I recently came across someone else who thought that Richard III had been maligned for political purposes by Henry Tudor and the rest of that egregious bunch. This is the Canadian author Thomas B. Costain. In his masterly and very readable account of the Plantagenet dynasty he offers the standard Tudor view that Richard was a bad lot. But then, after examining the facts as we know them, in an author’s afterword, he adds this:
“Is it necessary to recapitulate all the evidence in Richard’s favour in order to believe that the verdict of history should be changed…?…Should not the history taught in schools be changed to an impartial basis in accorance with what is now known? Must schoolrooms and reference books go on indefinitely with the old version, stubbornly grinding the Tudor axe?”
“By living, he might have allowed himself a long span of years in which to employ his great administrative gifts as king and to put into the form of laws the changes he had in his mind. This might have made possible a more satisfying end to the chronicles of a great dynasty. It could then perhaps have been possible to present Richard, not as the last and the blackest of that fantastic family whose achievements and adventures have engaged our attention through these long volumes. It might even have been possible to show him as one of the most constuctive, perhaps as one of the greatest, of the kingly Plantagenets.”
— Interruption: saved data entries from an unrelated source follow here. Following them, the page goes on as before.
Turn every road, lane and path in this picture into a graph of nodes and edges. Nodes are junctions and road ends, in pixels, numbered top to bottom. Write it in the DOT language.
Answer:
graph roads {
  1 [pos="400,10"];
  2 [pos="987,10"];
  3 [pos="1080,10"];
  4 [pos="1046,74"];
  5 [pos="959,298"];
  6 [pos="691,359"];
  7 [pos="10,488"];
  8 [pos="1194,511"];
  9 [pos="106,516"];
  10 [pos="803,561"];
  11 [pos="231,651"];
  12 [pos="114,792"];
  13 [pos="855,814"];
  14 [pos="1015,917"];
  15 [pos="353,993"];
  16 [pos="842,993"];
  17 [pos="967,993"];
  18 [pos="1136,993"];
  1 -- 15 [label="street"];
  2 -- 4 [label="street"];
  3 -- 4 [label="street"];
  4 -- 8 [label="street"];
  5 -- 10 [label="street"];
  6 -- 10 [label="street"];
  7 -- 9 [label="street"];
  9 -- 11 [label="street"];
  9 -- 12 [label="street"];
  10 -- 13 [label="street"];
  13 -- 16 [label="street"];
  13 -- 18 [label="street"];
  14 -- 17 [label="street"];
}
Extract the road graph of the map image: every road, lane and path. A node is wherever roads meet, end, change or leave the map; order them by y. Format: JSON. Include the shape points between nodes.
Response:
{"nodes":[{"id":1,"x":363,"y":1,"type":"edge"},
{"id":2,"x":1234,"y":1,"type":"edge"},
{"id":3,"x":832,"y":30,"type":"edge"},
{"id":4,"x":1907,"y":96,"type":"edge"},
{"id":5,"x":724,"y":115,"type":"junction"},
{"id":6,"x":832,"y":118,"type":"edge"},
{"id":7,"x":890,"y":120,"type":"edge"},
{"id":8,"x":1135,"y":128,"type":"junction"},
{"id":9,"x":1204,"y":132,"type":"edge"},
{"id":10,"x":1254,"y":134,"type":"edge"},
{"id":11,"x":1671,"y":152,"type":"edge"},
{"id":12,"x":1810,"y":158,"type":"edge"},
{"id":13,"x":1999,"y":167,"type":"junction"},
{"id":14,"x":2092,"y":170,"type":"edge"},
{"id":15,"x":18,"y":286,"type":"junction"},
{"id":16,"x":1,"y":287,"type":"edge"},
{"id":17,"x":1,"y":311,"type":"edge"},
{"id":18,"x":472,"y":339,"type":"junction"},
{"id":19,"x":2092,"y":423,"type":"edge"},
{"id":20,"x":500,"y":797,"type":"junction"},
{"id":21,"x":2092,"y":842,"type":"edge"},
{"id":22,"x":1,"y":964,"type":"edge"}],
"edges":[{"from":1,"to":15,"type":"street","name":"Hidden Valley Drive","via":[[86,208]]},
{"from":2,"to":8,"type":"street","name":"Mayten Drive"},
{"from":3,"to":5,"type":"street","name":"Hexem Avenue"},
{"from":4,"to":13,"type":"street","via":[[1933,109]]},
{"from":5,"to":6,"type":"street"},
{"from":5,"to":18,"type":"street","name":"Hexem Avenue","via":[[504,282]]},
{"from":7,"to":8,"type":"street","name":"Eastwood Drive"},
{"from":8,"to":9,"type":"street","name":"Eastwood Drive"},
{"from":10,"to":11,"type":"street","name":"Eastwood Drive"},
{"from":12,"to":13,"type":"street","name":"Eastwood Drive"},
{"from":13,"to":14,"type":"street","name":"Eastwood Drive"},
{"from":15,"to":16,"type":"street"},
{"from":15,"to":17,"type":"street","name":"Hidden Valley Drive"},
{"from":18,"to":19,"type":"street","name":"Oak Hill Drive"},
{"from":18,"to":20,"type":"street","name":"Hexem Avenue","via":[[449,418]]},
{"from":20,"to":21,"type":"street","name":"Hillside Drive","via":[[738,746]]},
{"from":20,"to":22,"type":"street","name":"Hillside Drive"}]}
Yes, that would be something, wouldn’t it? Costain said all this in 1962 in his book The Last Plantagenets 1377-1485. Time grinds exceedingly slow in the groves of academe.
Perhaps one day a reassessment of Richard II might be made too. It was his murder by his greedily ambitiious cousin Henry Bolingbroke that started more than eighty years of bloody civil war called The Wars of the Roses which only ended with Richard III’s death at Bosworth. His kingly predecessor also received short shrift from his enemies in an effort to conceal their crime.
I hope, in the entertainment provided by a mystery series like the six books of Hildegard of Meaux, to give readers some idea of the events that led to King Richard II’s murder. I believe this will be as radical as the current rethinking about Richard III.
Let’s hope it doesn’t take another fifty years to bring this Richard out of the darkness.